Deadly important: Assaults, deaths of homeless individuals underline Sacramento councilman’s frustration

Allen Warren supports the mayor’s initiatives, but doesn’t feel the love for his own plan

This is an extended version of a story that ran in the July 6, 2017, issue.

Just two weeks after the launch of an ambitious $64 million plan to help Sacramento’s mentally ill homeless population find treatment and housing, the mood in City Hall turned somber again as North Sacramento Councilman Allen Warren expressed frustration about the lack of political support for his proposed tent city.

Warren’s comments came days after a homeless friend passed away, and also following news that county officials may spend an extra $3.8 million to destroy encampments along the creeks and levees, forcing hundreds out of the parkway.

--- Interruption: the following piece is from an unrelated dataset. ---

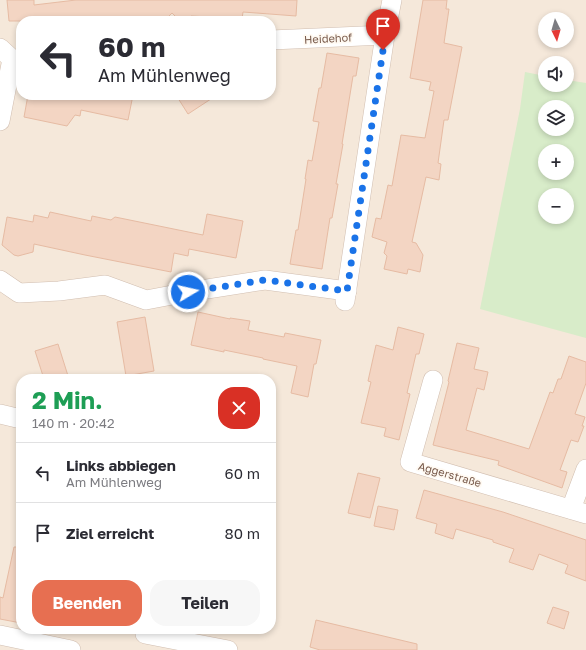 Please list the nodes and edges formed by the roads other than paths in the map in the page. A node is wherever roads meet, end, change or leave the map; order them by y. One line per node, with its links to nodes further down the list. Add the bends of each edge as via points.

The District 2 representative made his thoughts known during a June 27 meeting on strategies for expanding shelter services. Warren has been advocating for the creation of a safe, sanitary, outreach-oriented camp where those experiencing homelessness could find services and peace of mind. In March, his team unveiled a plan for such a facility, which would include showers, dog kennels, storage space, housing experts and medical treatment.

So far, only Councilwoman Angelique Ashby has publicly backed the plan. And Warren finally made it clear the lack of progress is bothering him, especially after two men living on the streets were murdered and a friend of his own—a Grant High School employee—died while living out of his car. “I’d like to see us do more, sooner,” Warren stressed. “On a daily basis I get very troubling calls about this homeless issue.”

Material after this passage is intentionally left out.